Women are taught from day one that their primary purpose in life is to find a husband. Men are taught that it’s a woman’s job to serve them. Both women and men are taught that love is magic and out of our control. Our culture is filled with stories that enforce these ideologies. They’re the stories I believed in and they’re toxic.
I know the Angry Men of YouTube believed in these stories, too. In fact, I think they got burned by these stories more than anyone. Unlike the men I dated, I don’t think the men who commented on my film ran when they encountered needy women. I think they believed that the chemistry, attachment, and magic they felt was real love. I think they jumped in with two feet.
I say this because as I parsed through the feed, I began to notice a secondary theme. After the “crazy bitch” comments, the commenters started to say things like, “You get the feeling that no matter how many multiverses she popped in and out of, she’d never be happy” and “She’ll never be satisfied and she’ll never be loyal to anyone.”
At first, I was confused. All I wanted was loyalty! Happiness was contingent on commitment! But then it occurred to me: After the heartbreak of each failed relationship passed, in the beautiful clarity that comes with hindsight, I would realize that the men I was “in love” with, the men I so desperately wanted to be with, weren’t right for me. And I felt deeply grateful that I hadn’t settled down with any of them.
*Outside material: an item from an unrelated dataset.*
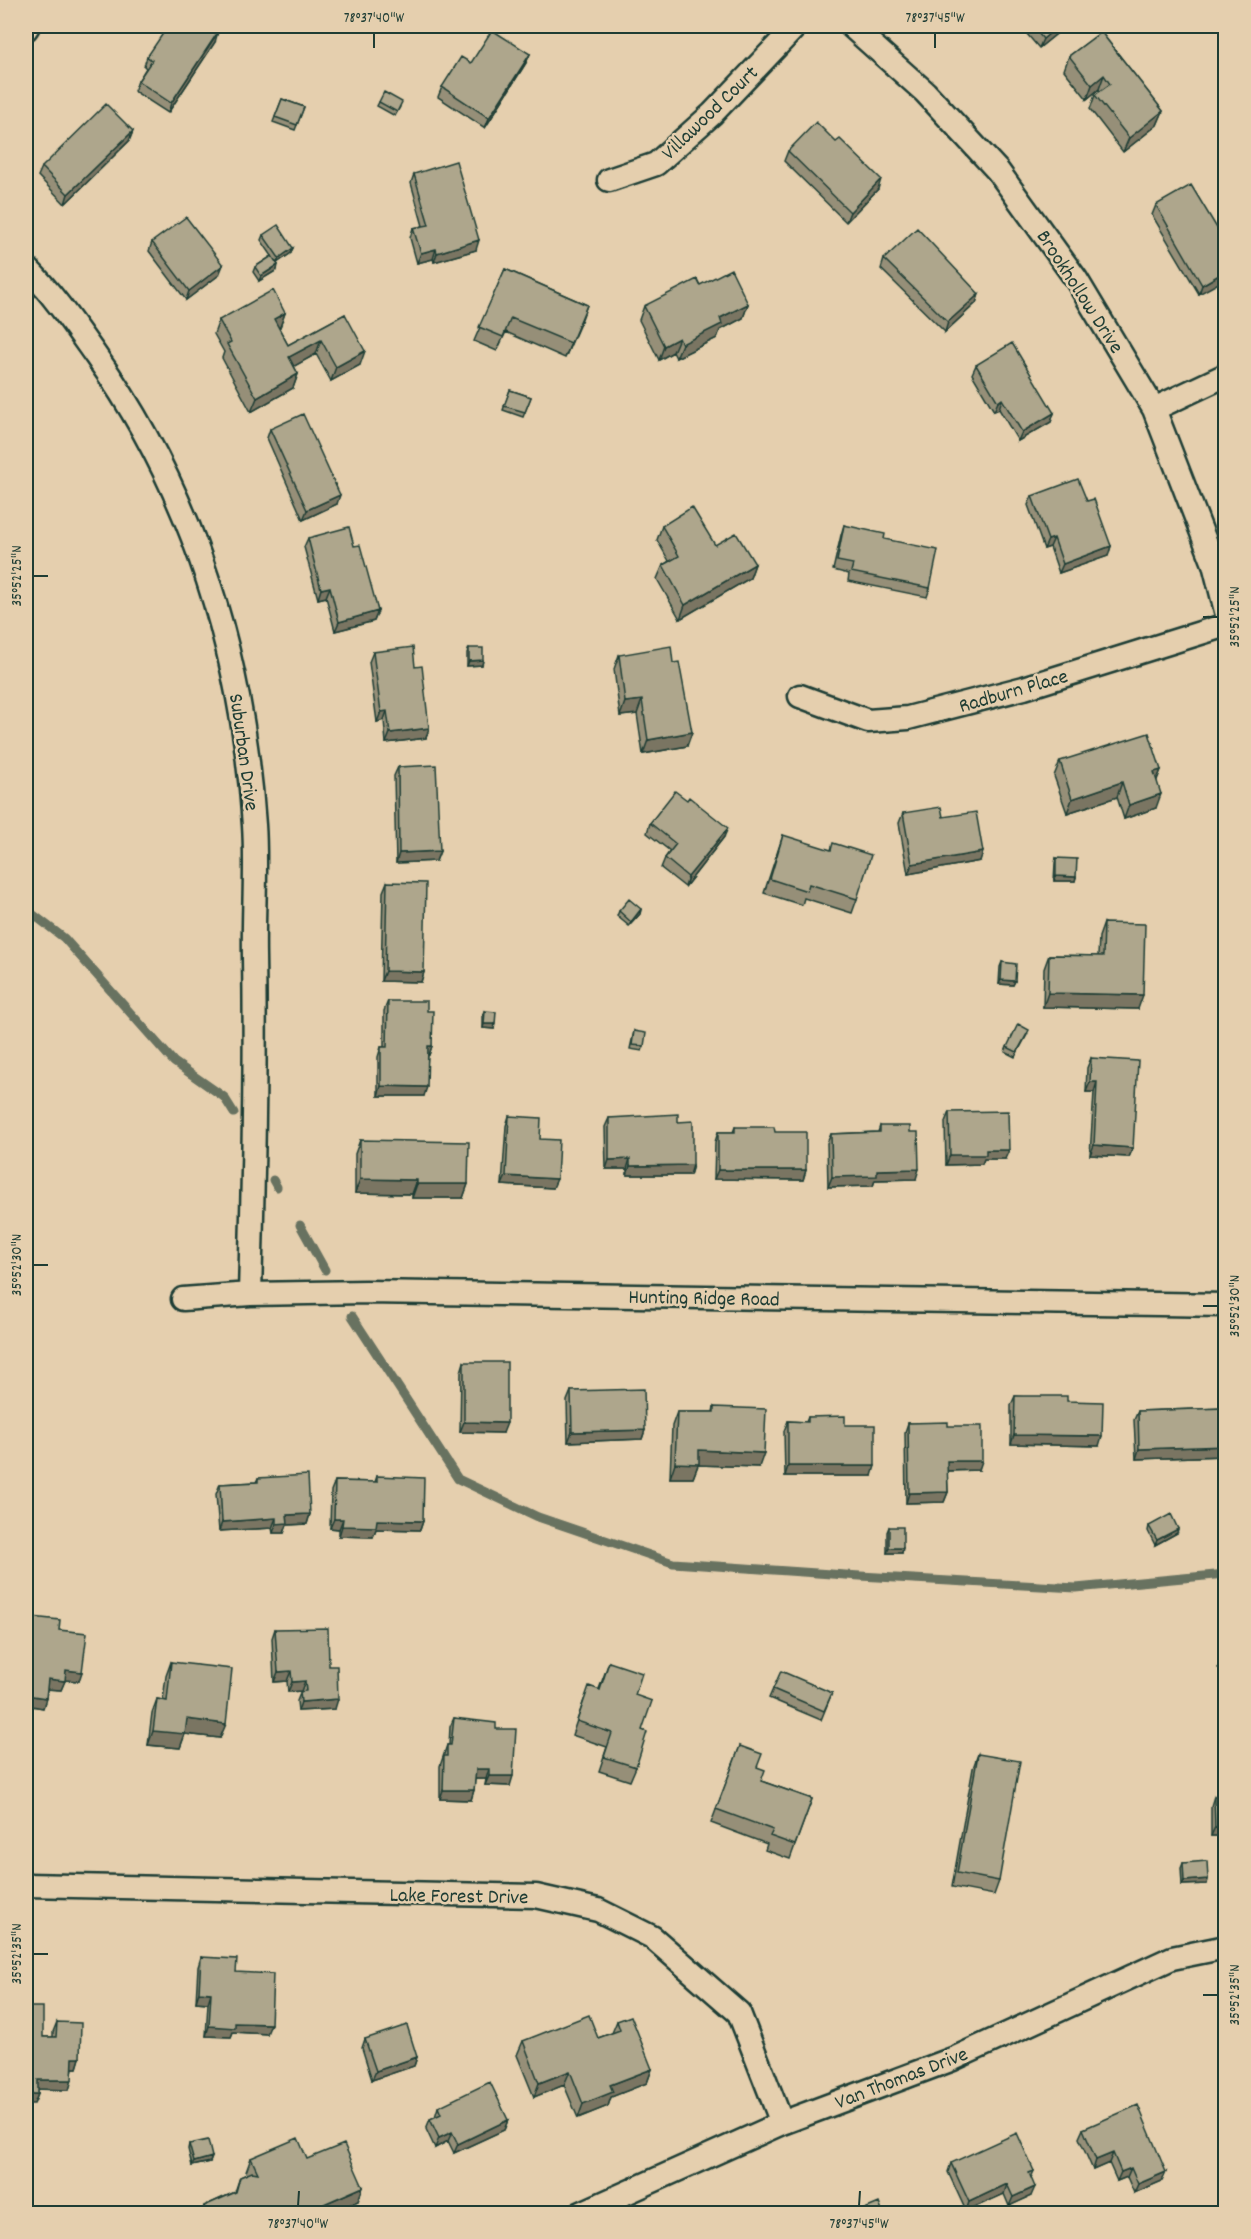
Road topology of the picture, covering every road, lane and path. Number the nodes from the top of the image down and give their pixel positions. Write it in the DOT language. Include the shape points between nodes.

So the Angry Men of YouTube were right: I would not have been satisfied in the long term. Clouded by chemistry and driven by my ability to see infinite potential, I fell in love with those men. But in hindsight, I suspected that not long after securing the commitment I so desired, I would have left them.
There was always a reason. Most, if not all, of the men I dated had non-negotiable flaws that I ignored because I felt like I was in love—because I believed “love” was the most important thing. I was a fool for the feeling of love and a fool for the possibility of partnership.
And I believe all of those men, the ones lashing out all over the Internet, were fools once, too. They believed in love and they got burned. You don’t spend your days posting negative comments on the Internet unless you’re carrying pain in your heart.
I made this film as an attempt to write my way out of the toxic stories I was told. And though my beliefs about love have changed and grown in the time since I wrote it, I stand by everything I shared. It was my truth at the time.
But it wasn’t all true. Five percent of my film is a lie. I wanted to deliver an uplifting ending so I fudged the truth. I couldn’t help myself; I wrote the ending I needed, not the ending that was true. At the end of the film, after all her ranting, thoughts, feelings, and truth, she asks him, “You still wanna go on that date?”
“I kind of do, actually,” he replies.
She smiles and the universe shakes, shifts, and crumbles. We go into the final scene with a sense of hope and forward momentum.
But the honest truth is that a man has never said those words to me. At the time I wrote the film, a man had never agreed to date me after I’ve shown him all of my truth, neuroses, hope, and pain.
I needed that lie then, but if I were writing the film now, I wouldn’t write it in the same way. I wouldn’t let him say no because I still need the possibility of a yes, but I wouldn’t have him say yes, either. I would let the universe shake, shiver, and shift before he could answer.
Then I’d leave it up to the audience to decide the ending for themselves.